Whilst in Bali we had a physical representation of what was busy happening in our team. An earthquake followed by a possible tsunami.
The earthquake in Bali was long overdue. It has been building up and getting closer and closer to collision.When it finally did, it was very sudden, unexpected to be as bad as it was. Just a few moments after the earthquake the tsunami warning hit. Everyone was told to try and prepare themselves - possible evacuation.
Throughout this year i have come to love my team more than i had realized. In Bali, we had an earthquake. Things in team collided and things that were long overdue came and cracked the surface. We knew it was bad, but we didn’t realize that it was as bad as it was. Just a few moments later, still in the aftershock of the quake we had a tsunami warning. Possible evacuation and little time to try and prepare ourselves for what was to come.
The big ‘S’ word is what made all of our hearts sink to our stomachs.
“You’re all SPLITTING”
It doesn’t sound that bad, because all of us anyway split every few countries - guys team and girls team.
But this was different. The split was going to be for the next the 3 months ahead. We weren’t going to greet each other in 2 weeks with a heartfelt smile like we used to. Guys and girls, mixed this time. This was a losing situation regardless. You win some, but you definitely lose some too. And that being lost was the preparation of greeting everyone in 3 months time. Now the greeting wasn’t just creeping up anymore but it was scratching our backs sitting on our heels. 2 days is what we had to try and prepare in any way.
No one was ready. No one was ready to greet the people that has been weaved into the being of our journey. The very journey changing each one of our lives. None of us realized how much we came to love each other until we were forced to finish our being-journey without half of our team.
I don’t expect anyone to understand this situation, or try to, but when you live with 20 people for 7 months, knowing the very being of that person; good, bad, growth, space for more growth, what they like, what they really dislike, jokes that fit just right, jokes that you KNOW you don’t joke about, preparing for each birthday that we were certain to share, different categories of chats with every person - different to who they are - but every single category present in our team. Now only being reminded of each one in the countries that we’re all going to experience without each other. It’s loss. It’s a very big loss.

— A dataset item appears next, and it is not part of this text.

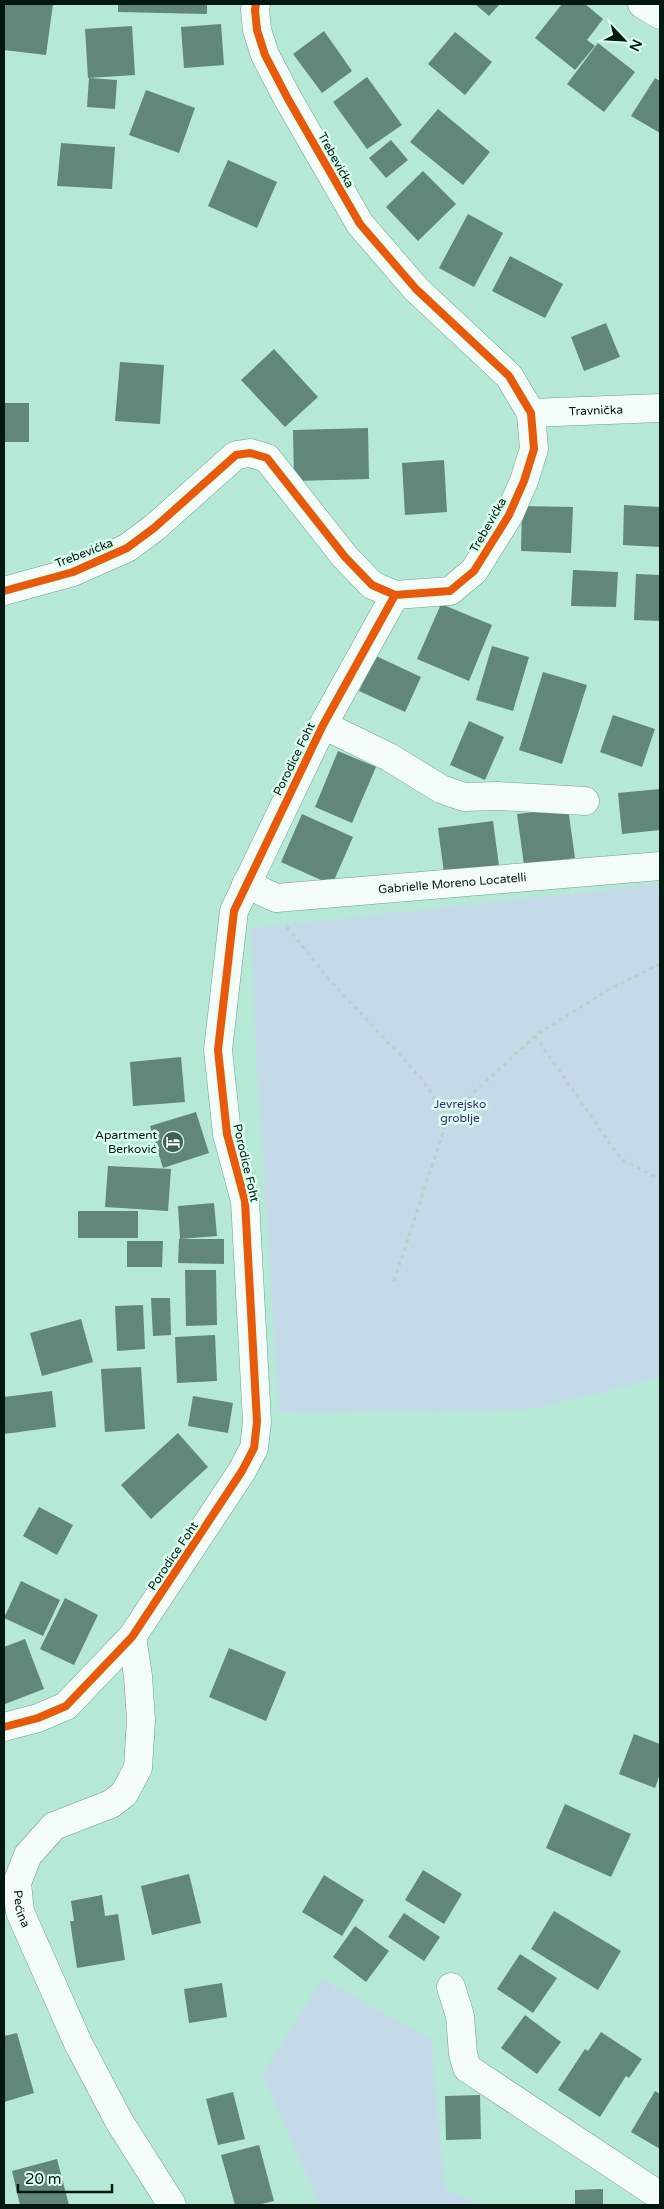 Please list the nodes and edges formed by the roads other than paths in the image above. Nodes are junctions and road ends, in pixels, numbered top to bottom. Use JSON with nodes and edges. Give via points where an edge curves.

But in the midst of this unpredictable earthquake, God came rushing in. I can actually imagine him coming rushing through a door, out of breath, grinning from ear to ear, “now these 3 months we’re going to have some fun.”
Jesus saw our team, and gave us three-fold.
In my case, an all girls team every now and again, the big mixed team taking over basically everywhere we go, and then also the split - the intimacy of a small team getting to know EACH ONE on a deeper level and now only appreciating each other even more than before, because we now know that we’re definitely not ready to greet each other.
Father is always in the midst of it all. He’s always wanting to have our full attention, wanting to stretch us as far as possible for the most possible growth and teaching. He’s always busy. Always loving. Always looking out. Always identifying growth areas and then challenging us to grow in that.
The journey is still going forth, with or without half of our team. And that doesn’t mean I won’t miss them at all - because I already do. It only means that if God wants to do something in our lives, He surely will. And we get the privilege to watch Him do it.